He hurried over, climbed in, and a voice in the gloom said: 'Good evening, Mr Lipwig. It's so nice to meet you at last. I'm Pucci. I'm sure we will be friends…'

'Now, you see, that was good,' said Sergeant Colon of the Watch, as the figure of Moist von Lipwig disappeared round the corner, still accelerating. 'He went right through the cab window without touching the sides, bounced off that bloke creepin' up, very nice roll as he landed, I thought, and he still had hold of the little dog the whole time. Done it before, I shouldn't wonder. Nevertheless, I'm forced, on balance, to consider him a twit.'

'The first cab,' said Corporal Nobbs, shaking his head. 'Oh dear, oh dear, oh dear. I would not have thought it of a man like him.'

'My point exactly,' said Colon. 'When you know you've got enemies at large, never, never get in the first cab. Fact of life. Even things what live under rocks know it.'

They watched the former creeper gloomily picking up the remains of his iconograph, while Pucci screamed at him from the coach.

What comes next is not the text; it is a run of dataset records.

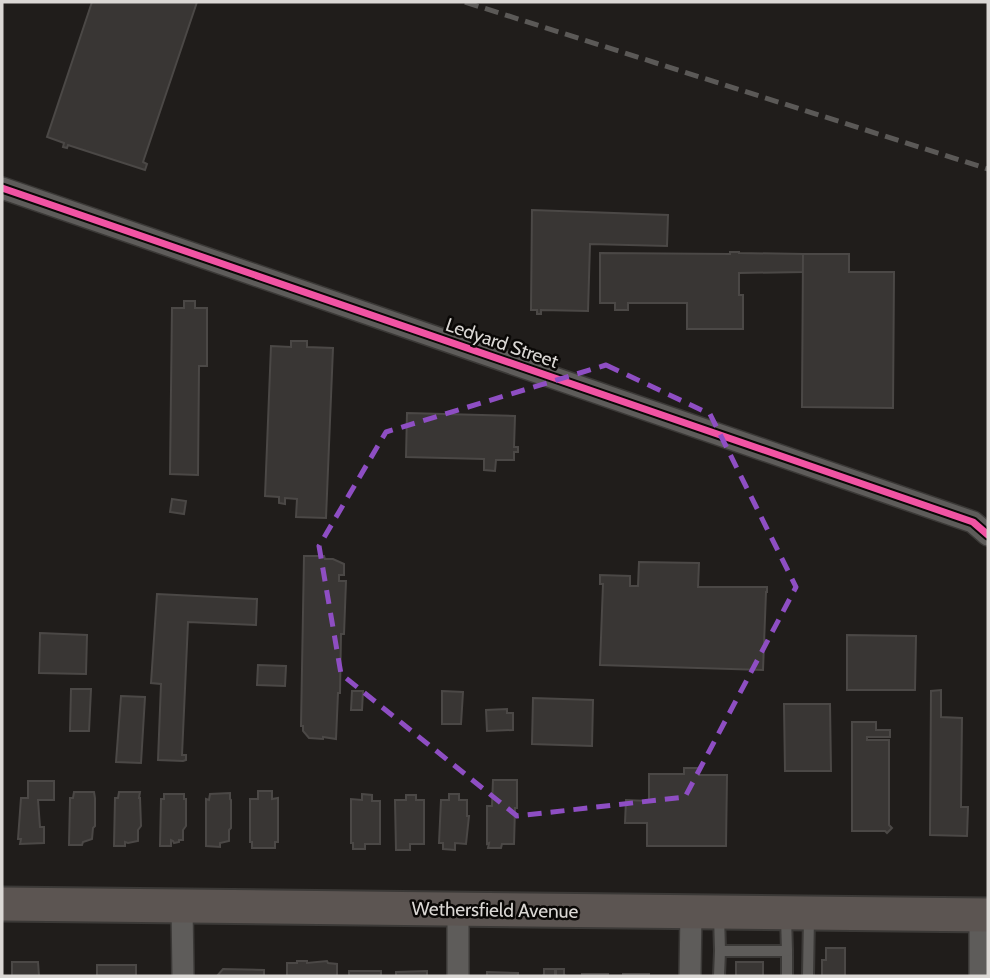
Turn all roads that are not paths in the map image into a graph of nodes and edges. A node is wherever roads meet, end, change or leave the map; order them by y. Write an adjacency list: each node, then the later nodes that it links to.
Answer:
1 (2, 188): 2 (street, Ledyard Street)
2 (988, 534)
3 (2, 904): 4 (main road, Wethersfield Avenue)
4 (182, 906): 5 (main road, Wethersfield Avenue); 11 (street)
5 (458, 909): 6 (main road, Wethersfield Avenue); 12 (street)
6 (705, 912): 7 (main road, Wethersfield Avenue); 9 (lane); 13 (street)
7 (798, 913): 8 (main road, Wethersfield Avenue); 10 (lane); 16 (lane)
8 (984, 915): 17 (street)
9 (720, 951): 10 (lane); 14 (lane)
10 (787, 951): 15 (lane)
11 (183, 976)
12 (458, 976)
13 (690, 976)
14 (719, 976)
15 (787, 976)
16 (808, 976)
17 (980, 976)

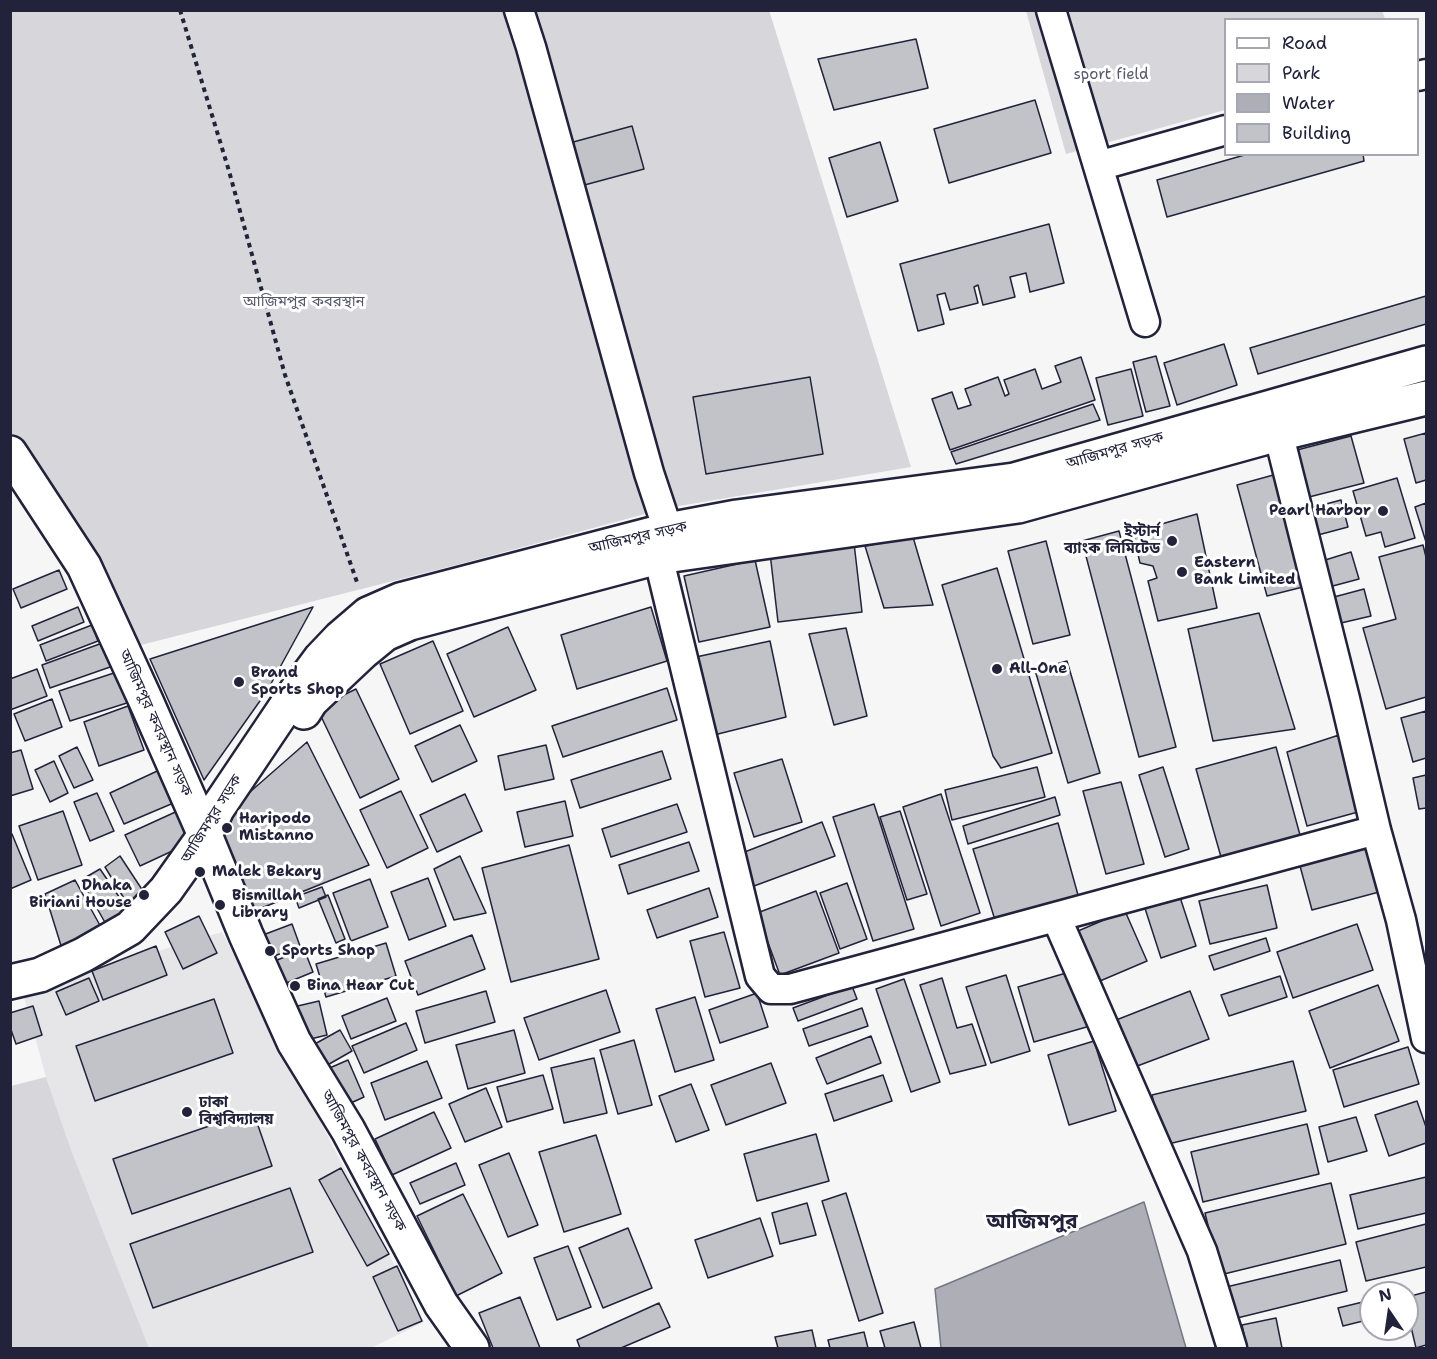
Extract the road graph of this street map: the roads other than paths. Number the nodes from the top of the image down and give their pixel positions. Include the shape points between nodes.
1 (519, 10) edge
2 (1051, 10) edge
3 (1224, 131) edge
4 (1098, 166) junction
5 (1145, 322) dead end
6 (1426, 363) edge
7 (1426, 398) edge
8 (1275, 420) junction
9 (10, 453) edge
10 (660, 540) junction
11 (1376, 830) junction
12 (208, 844) junction
13 (1056, 917) junction
14 (10, 982) edge
15 (10, 1000) edge
16 (1426, 1038) edge
17 (472, 1348) edge
18 (1232, 1348) edge

1 - 10 street via 649,473
2 - 4 street
3 - 4 street
4 - 5 street
6 - 8 main road, আজিমপুর সড়ক
7 - 8 main road, আজিমপুর সড়ক
8 - 10 main road, আজিমপুর সড়ক via 1014,480 737,517
8 - 11 street
9 - 12 main road, আজিমপুর কবরস্থান সড়ক via 84,566
10 - 12 main road, আজিমপুর সড়ক via 386,634 311,701
10 - 12 main road, আজিমপুর সড়ক via 399,600 368,614 315,667 217,809
10 - 13 street via 760,976 771,989 790,989
11 - 13 street
11 - 16 street via 1401,920
12 - 14 main road, আজিমপুর সড়ক via 130,928 40,975
12 - 15 main road, আজিমপুর সড়ক via 179,900 140,940 93,970 47,990
12 - 17 main road, আজিমপুর কবরস্থান সড়ক via 294,1042 348,1130 441,1304
13 - 18 street via 1202,1251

'I bet when the first cab was built, no one dared to get into it, eh, sarge?' said Nobby happily. 'I bet the first cabby used to go home every night starvin' on account of everyone knowin', right?'

'Oh, no, Nobby, people with no enemies at large would be okay. Now let's go and report.'

'What does it mean, "at large", anyway,' said Nobby, as they ambled towards the Chittling Street Watch House and the certain prospect of a cup of hot sweet tea.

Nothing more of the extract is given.